A auto-can-didatura a 1º. Ministro do líder centrista, quando no final da campanha se convenceu que poderia disputar com Passos Coelho a liderança da governação,  constituiu um autêntico “tiro no pé”, revelando, para não nos afastarmos da fraseologia popular, “mais olhos que barriga”, ou desejo confesso de ser Papa sem os votos cardinalícios  suficientes para a eleição.
Assim, das duas uma: ou Paulo Portas consegue convencer Passos Coelho, de molde a permitir-lhe a implementação de algumas   exigências consideradas «sine qua non» pelo CDS ou o “caldo” acabará por se entornar.
Por outras palavras: ou um deles se submeterá e o outro se demitirá; ou vice-versa.
Em suma: para caminharem juntos, Passos Coelho e Paulo Portas terão de ser capazes de agir  como outrora Sá Carneiro e Freitas do Amaral. O que teria acontecido sem a tragédia de Camarate? Até onde teria chegado a primeira AD?

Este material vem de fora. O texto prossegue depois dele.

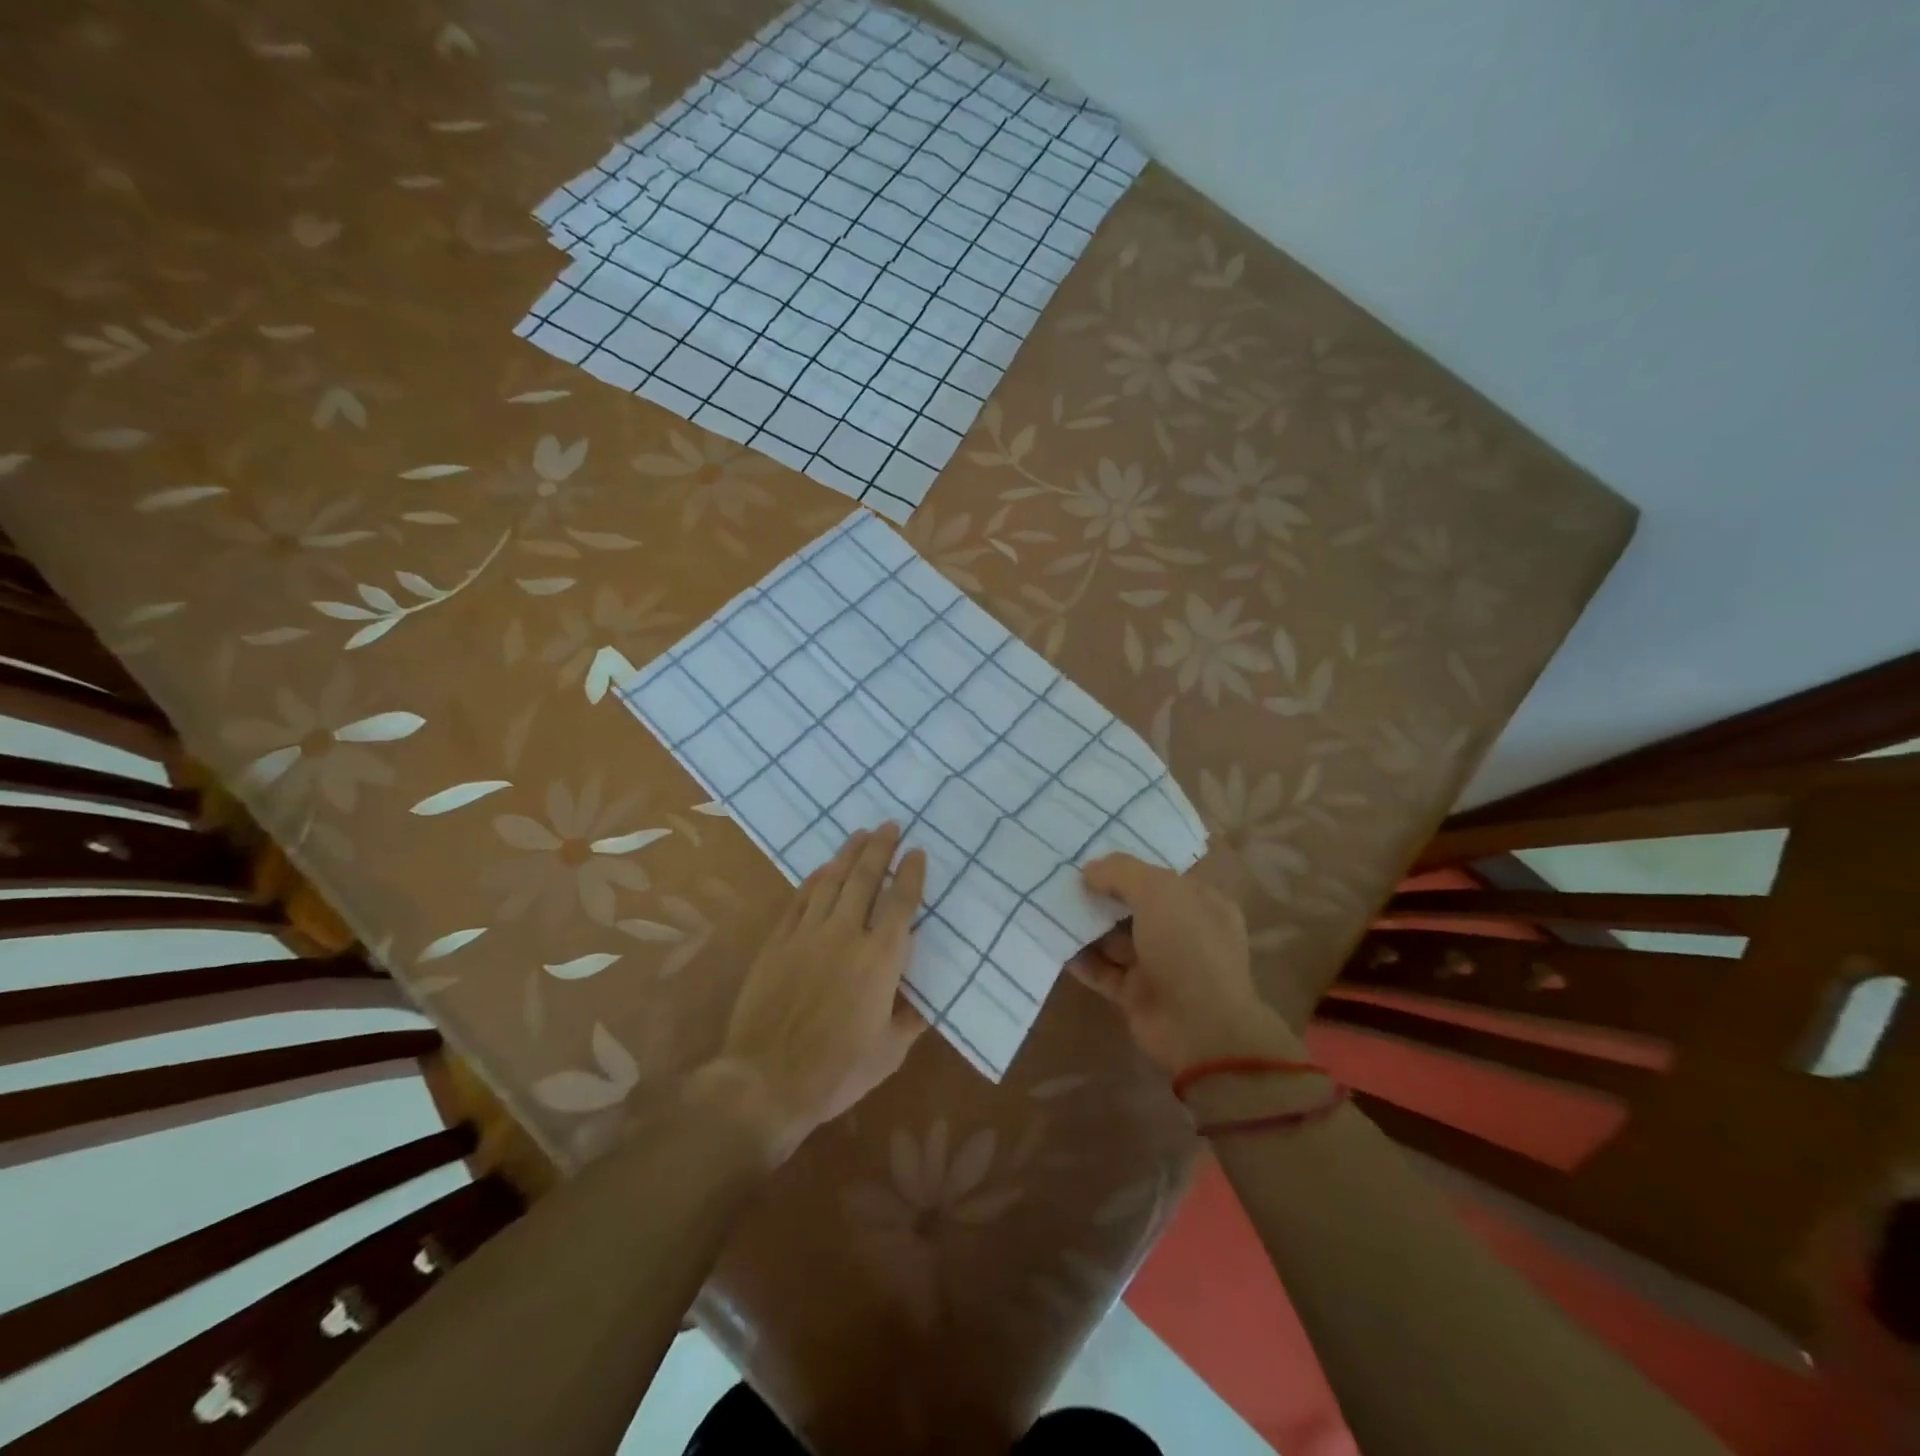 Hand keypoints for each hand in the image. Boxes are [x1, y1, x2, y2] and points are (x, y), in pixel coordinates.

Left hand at [693, 824, 926, 1165]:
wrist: (766, 1081)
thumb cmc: (837, 1072)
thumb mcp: (889, 1053)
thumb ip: (911, 1020)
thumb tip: (927, 1001)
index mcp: (881, 959)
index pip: (901, 903)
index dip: (910, 874)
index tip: (917, 851)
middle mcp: (846, 935)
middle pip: (865, 879)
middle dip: (880, 849)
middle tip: (890, 825)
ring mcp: (808, 935)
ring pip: (831, 881)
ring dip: (848, 854)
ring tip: (860, 834)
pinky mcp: (778, 942)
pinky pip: (799, 900)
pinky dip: (813, 880)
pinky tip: (821, 869)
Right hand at [1071, 853, 1302, 1074]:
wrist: (1201, 1030)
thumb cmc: (1188, 948)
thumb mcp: (1159, 892)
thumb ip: (1122, 872)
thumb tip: (1089, 870)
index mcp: (1200, 904)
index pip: (1162, 876)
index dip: (1129, 864)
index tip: (1091, 851)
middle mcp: (1182, 932)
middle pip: (1134, 906)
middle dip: (1102, 893)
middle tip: (1061, 877)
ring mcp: (1159, 966)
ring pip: (1116, 938)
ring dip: (1086, 924)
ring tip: (1048, 905)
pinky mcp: (1136, 994)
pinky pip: (1103, 970)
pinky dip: (1081, 958)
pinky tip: (1052, 941) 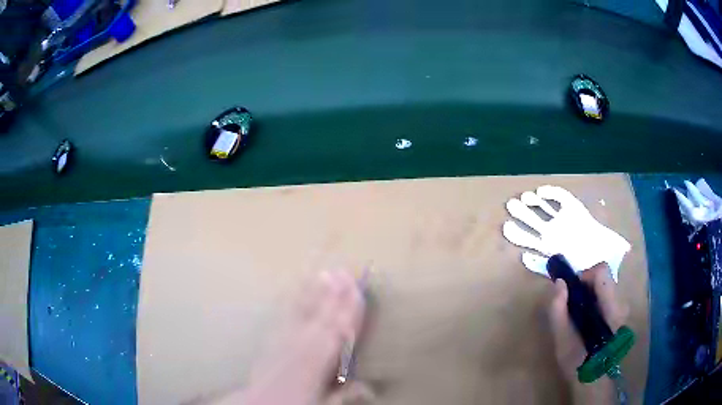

Esperemos que a vaidade não supere o interesse nacional. Se o CDS não exorbitar, talvez a coligação possa caminhar unida ao longo dos 4 anos. Mas conhecendo, como julgo conhecer, o egocentrismo de Paulo Portas, tenho as mais sérias apreensões.
 Oxalá me engane.   
 n M. J. HOMEM DE MELLO
Director Honorário SP

- APOSTILA. O 10 de Junho deste ano proporcionou dois discursos interessantes. Por ordem de intervenção: o primeiro, de António Barreto, quiçá um tanto ou quanto exagerado (a crise que atravessamos não é a maior de sempre, incomparável, por exemplo, à de 1380 e à perda da independência em 1580…). O segundo, do Chefe do Estado, em socorro do interior ou, se quiserem, do chamado «Portugal profundo». Mãos à obra.